BEGIN Provided information

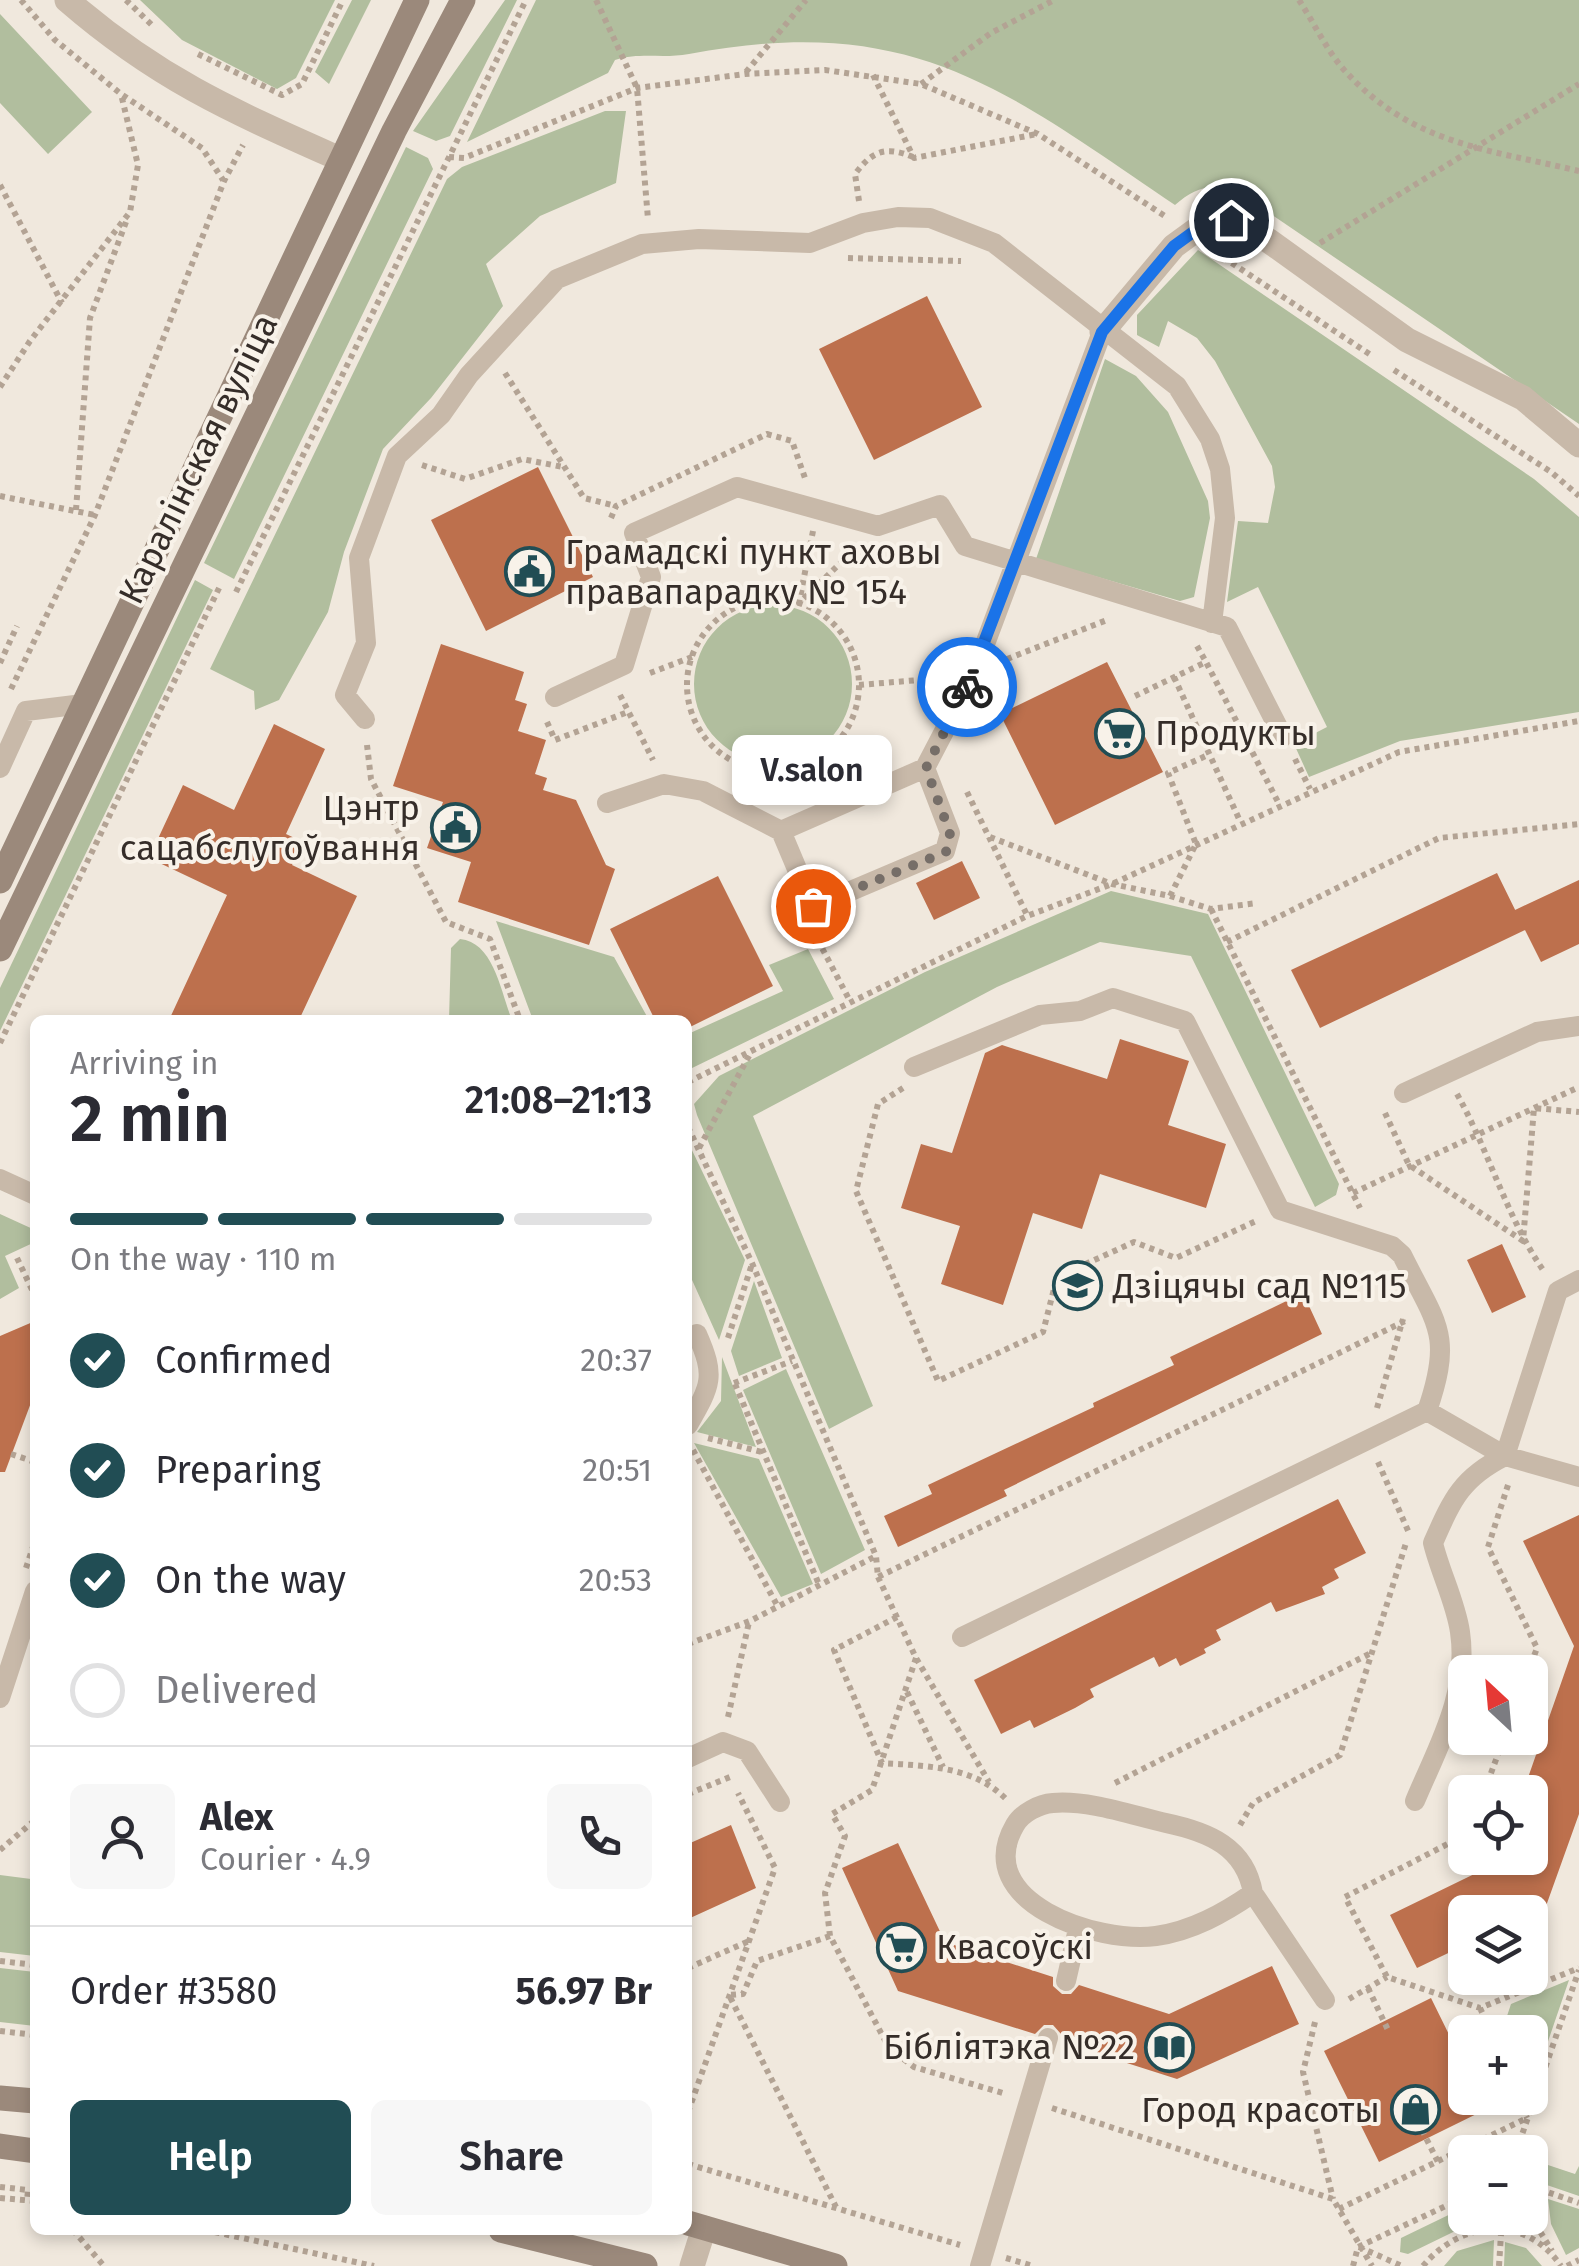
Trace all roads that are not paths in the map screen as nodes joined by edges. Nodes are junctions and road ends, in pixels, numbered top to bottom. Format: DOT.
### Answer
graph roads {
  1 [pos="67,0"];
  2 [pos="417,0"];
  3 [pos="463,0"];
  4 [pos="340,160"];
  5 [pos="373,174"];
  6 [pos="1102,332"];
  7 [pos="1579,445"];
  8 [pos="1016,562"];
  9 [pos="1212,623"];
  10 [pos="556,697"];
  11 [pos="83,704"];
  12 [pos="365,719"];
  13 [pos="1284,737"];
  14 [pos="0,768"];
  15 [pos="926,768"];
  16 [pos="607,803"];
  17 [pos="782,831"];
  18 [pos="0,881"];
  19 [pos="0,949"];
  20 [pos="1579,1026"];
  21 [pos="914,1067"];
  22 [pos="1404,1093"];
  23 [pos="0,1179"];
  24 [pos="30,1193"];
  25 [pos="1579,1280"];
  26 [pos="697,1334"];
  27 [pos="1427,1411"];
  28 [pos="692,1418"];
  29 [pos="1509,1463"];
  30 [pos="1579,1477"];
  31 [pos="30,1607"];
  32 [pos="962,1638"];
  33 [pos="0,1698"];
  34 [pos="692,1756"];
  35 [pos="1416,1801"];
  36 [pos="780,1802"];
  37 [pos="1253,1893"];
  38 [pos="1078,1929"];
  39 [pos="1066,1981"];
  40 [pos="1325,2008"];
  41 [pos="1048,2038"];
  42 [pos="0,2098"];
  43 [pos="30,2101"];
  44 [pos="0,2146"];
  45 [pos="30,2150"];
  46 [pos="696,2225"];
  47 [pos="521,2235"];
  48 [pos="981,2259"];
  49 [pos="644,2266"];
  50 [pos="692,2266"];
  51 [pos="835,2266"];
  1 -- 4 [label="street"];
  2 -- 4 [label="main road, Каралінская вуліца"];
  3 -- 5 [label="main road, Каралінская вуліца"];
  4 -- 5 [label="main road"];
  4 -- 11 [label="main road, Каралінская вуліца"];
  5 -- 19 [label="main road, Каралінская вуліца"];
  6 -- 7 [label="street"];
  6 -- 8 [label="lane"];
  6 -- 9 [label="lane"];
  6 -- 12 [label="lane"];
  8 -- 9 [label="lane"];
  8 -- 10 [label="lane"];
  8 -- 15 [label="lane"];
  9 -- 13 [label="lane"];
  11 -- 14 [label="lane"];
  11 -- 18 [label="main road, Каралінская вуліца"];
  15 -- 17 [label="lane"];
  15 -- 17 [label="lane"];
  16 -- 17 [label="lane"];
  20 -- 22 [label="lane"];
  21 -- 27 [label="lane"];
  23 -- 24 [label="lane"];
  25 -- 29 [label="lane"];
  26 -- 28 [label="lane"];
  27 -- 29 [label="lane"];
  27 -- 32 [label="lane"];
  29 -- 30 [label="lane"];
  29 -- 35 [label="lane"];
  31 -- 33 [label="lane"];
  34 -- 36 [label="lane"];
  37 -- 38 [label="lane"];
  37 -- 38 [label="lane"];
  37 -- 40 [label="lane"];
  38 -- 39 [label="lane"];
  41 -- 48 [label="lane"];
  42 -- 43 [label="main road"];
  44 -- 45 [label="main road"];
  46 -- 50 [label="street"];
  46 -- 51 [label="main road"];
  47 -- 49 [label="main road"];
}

END Provided information

> [Aim of the exercise]: Among the lines of the data above, some may hold the word "street"; report how many, as a single number.

> [Answer area]: 3